The stock market shot up early on Monday March 21. Trading up by 1.5%. The reason? AT&T is buying T-Mobile. The consequence of this planned purchase is that there will now be just three national cell phone carriers. It’s a great benefit for the carriers. With less competition the cost of services will most assuredly increase. That means more profit for AT&T Sprint, and Verizon. The consolidation must be approved by the Department of Justice (DOJ) and Federal Communications Commission (FCC). Who doubts this won’t be approved? The losers will be the public.
There is no justification for this proposed buy-out. Both AT&T and T-Mobile are profitable companies. The fact that AT&T service is poor is not a societal concern. What ought to be a concern is the likely impact of reduced competition.
David Lazarus of the Los Angeles Times wrote about this same issue in the March 21, 2011 edition.
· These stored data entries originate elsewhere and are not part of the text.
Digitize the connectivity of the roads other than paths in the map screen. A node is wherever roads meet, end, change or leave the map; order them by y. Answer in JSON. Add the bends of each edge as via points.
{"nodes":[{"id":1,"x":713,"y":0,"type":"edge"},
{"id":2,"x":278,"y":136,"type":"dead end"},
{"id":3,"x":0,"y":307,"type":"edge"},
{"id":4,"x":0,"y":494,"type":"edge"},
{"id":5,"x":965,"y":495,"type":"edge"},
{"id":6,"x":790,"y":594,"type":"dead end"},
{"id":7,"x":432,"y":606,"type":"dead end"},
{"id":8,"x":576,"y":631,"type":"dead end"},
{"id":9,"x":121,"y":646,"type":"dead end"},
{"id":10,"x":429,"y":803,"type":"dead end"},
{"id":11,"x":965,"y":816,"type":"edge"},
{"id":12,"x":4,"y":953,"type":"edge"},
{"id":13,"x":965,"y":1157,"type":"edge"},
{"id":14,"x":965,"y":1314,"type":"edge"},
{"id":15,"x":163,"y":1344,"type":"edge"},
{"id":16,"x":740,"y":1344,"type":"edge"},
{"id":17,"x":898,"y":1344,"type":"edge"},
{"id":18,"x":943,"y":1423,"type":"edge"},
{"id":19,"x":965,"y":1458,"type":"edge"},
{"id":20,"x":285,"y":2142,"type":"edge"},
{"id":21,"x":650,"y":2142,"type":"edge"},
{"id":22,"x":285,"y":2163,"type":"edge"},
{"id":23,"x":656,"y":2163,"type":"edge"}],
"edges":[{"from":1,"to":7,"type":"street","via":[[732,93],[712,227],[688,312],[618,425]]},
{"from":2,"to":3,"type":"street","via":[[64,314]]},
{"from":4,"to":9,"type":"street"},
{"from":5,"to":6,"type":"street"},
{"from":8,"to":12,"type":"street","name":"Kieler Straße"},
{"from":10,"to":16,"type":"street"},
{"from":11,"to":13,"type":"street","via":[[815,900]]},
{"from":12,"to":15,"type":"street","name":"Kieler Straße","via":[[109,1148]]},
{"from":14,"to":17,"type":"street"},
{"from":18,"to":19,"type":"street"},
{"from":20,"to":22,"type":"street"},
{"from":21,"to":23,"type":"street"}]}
This is not the first time there has been an attack on competition. Compared to just ten years ago there are fewer banks, department stores, drug stores, and supermarkets now then existed then. Here in Los Angeles there are just four major banks to serve a population of 10 million people. They are Bank of America, Wells Fargo, Chase, and Citibank. Other banking companies in the city are significantly smaller.
There is no Teddy Roosevelt alive today. This trend will not change if the public remains quiet.